Synthetic whalebone is a little bit lighter than steel. If weight is a concern, this is worth consideration.
Perhaps my favorite thing about synthetic whalebone is that it allows for fully boned stays without the inconsistencies and breakage of reed, and without the weight of fully boned steel stays (which is something we just won't do). The 4mm width is particularly effective for this, because it allows us to copy the extremely narrow channels on extant stays.
For Victorian corsets, it allows us to copy the numerous lines of bones seen on extants, again without adding the weight of steel. And, because we can melt holes in it, we can copy the historical flossing patterns which go through bones.

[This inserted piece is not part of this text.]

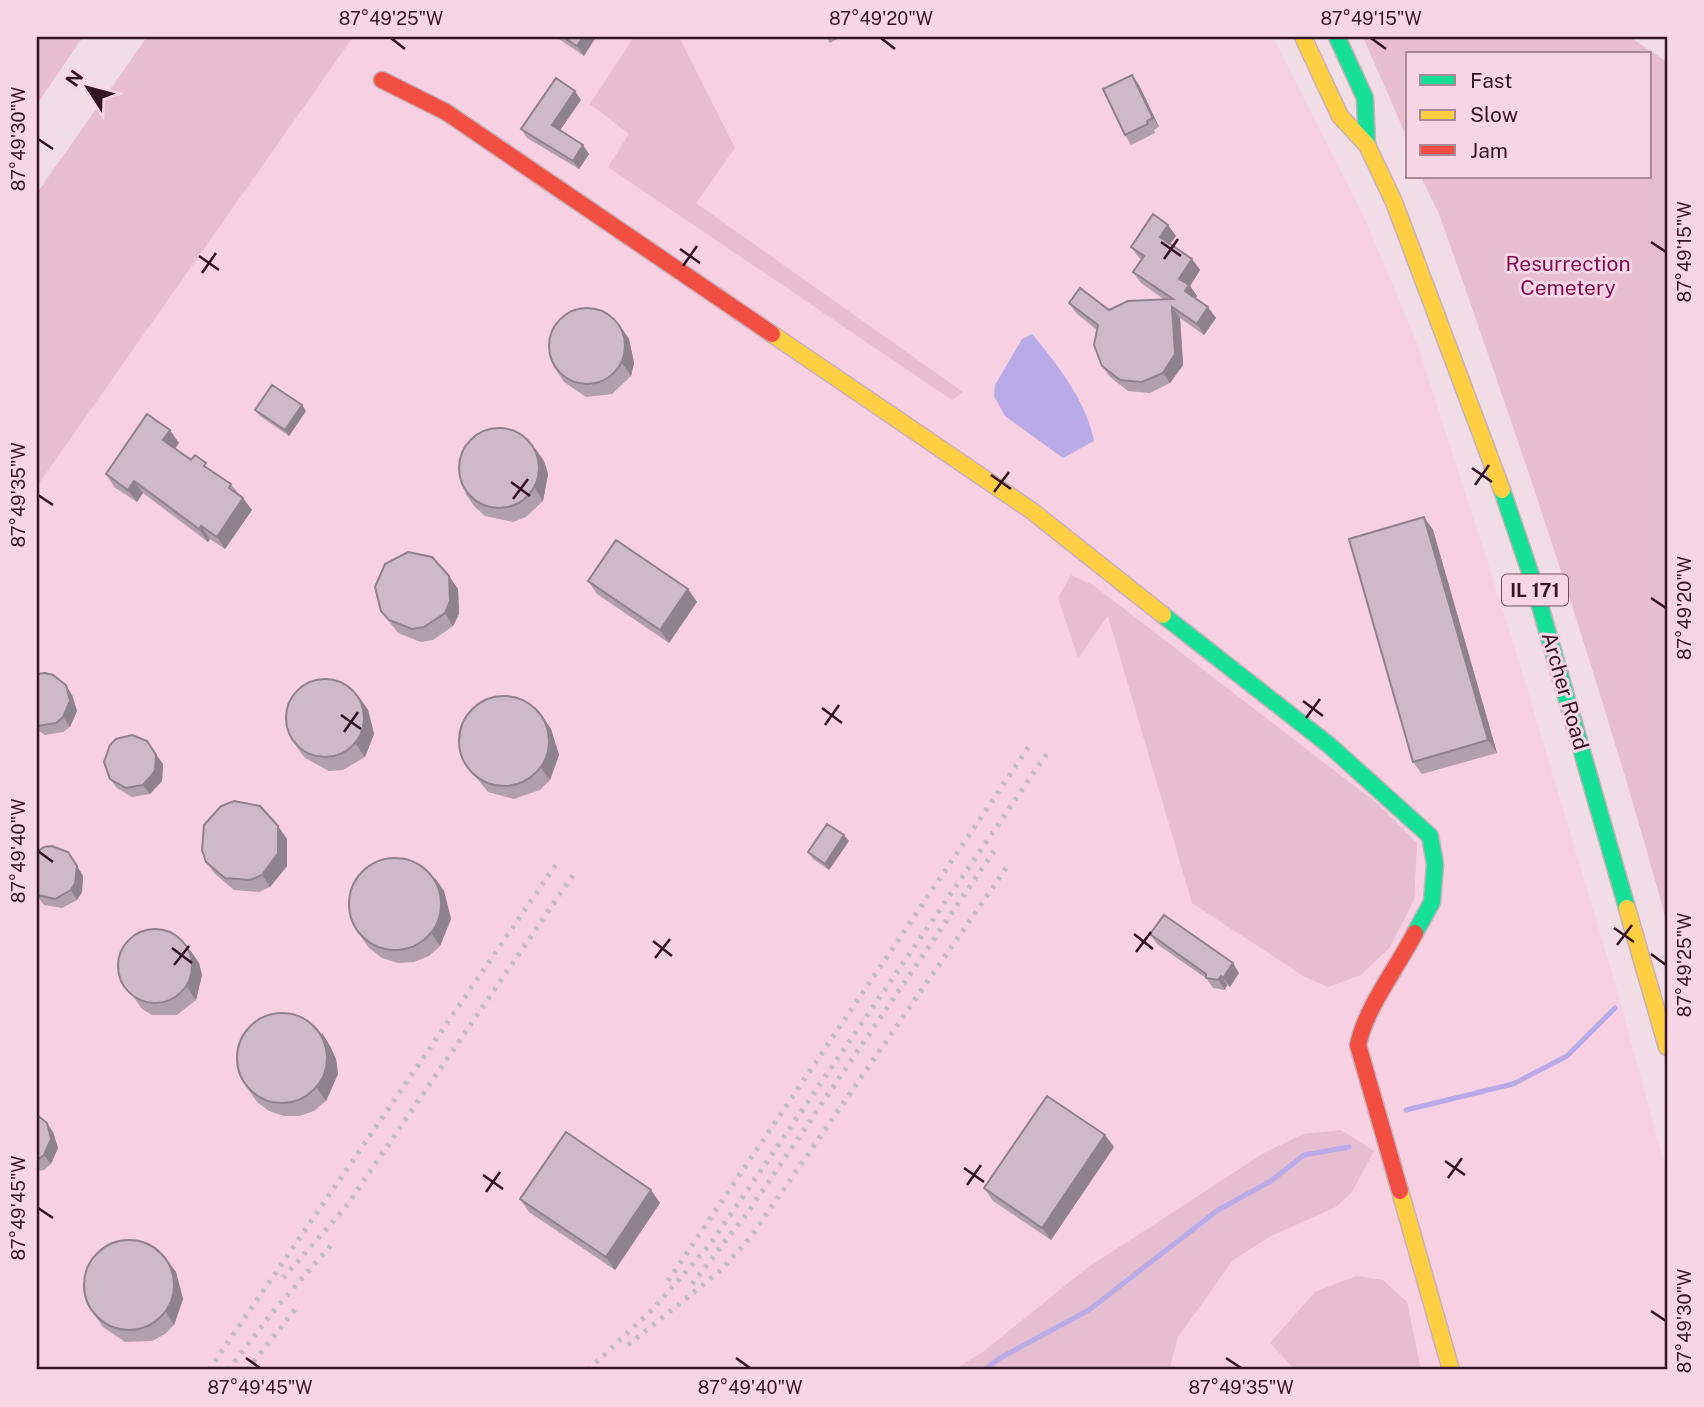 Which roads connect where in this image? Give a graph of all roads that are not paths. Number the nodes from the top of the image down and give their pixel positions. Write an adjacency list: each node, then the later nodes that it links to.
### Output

Sweeping bust curves can be heated and steamed into place, mimicking the notable curves seen in extant 19th century corsets, like this one from the Met.
How we're using it
Because of the success we have had with synthetic whalebone in custom 18th century stays, we've decided to move forward with a new mini-collection/addition to our stock corset line. We are beginning with two 18th century styles.
These stays feature all of the same construction details of our current stays, but with 6mm synthetic whalebone in place of steel. To set them apart, we're making them in a gorgeous buttercream cotton sateen. We are taking this opportunity to introduce a strapless 1750's back lacing option, and to try some fun new bone angles on the 1780's front lacing.
We will also be using synthetic whalebone in either 4mm or 6mm for most of our corsets in our new Atelier line of made to order, detailed stays and corsets.
Which should you choose for 18th Century stays?
More choices are great, right? But that means you have to make...more choices. Here's a quick comparison between our steel boned or synthetic whaleboned 18th century stays.
- very supportive
- doesn't bend into shape of the wearer via body heat
- can be accidentally bent or kinked out of shape with force, but can be bent back
- a more traditional theatrical option
- tends to give a more rigid/conical shape
-to my knowledge there is NO evidence that steel was used as primary boning material in any stays or corsets up until mid-late 19th century. So it is an anachronistic choice for 18th century
- very supportive but with a bit more flexibility
- curves to the shape of the wearer like baleen did in the period
- springs back if kinked (unless forcibly folded *in half* on itself), has "memory"
- lighter than steel
- tends to give a slightly curvier/softer shape
- all of our wear tests have passed with no issue, but we haven't personally had the opportunity to put this product through a year+ long Broadway run or similar
- while this is obviously a modern marvel, it does behave and feel more like baleen than steel
Ultimately this is a matter of personal preference and intended use. Feel free to ask us if you're not sure which is right for you! And if you're sewing your own stays with our patterns, you can easily substitute 6mm synthetic whalebone in place of 1/4" steels.
We're pleased to be able to offer more options to the historical costume and reenacting communities!
Where to get it
Should you wish to make your own stays and corsets with synthetic whalebone, our favorite US-based supplier is Burnley & Trowbridge in Williamsburg, VA. There are a number of international vendors stocking it as well.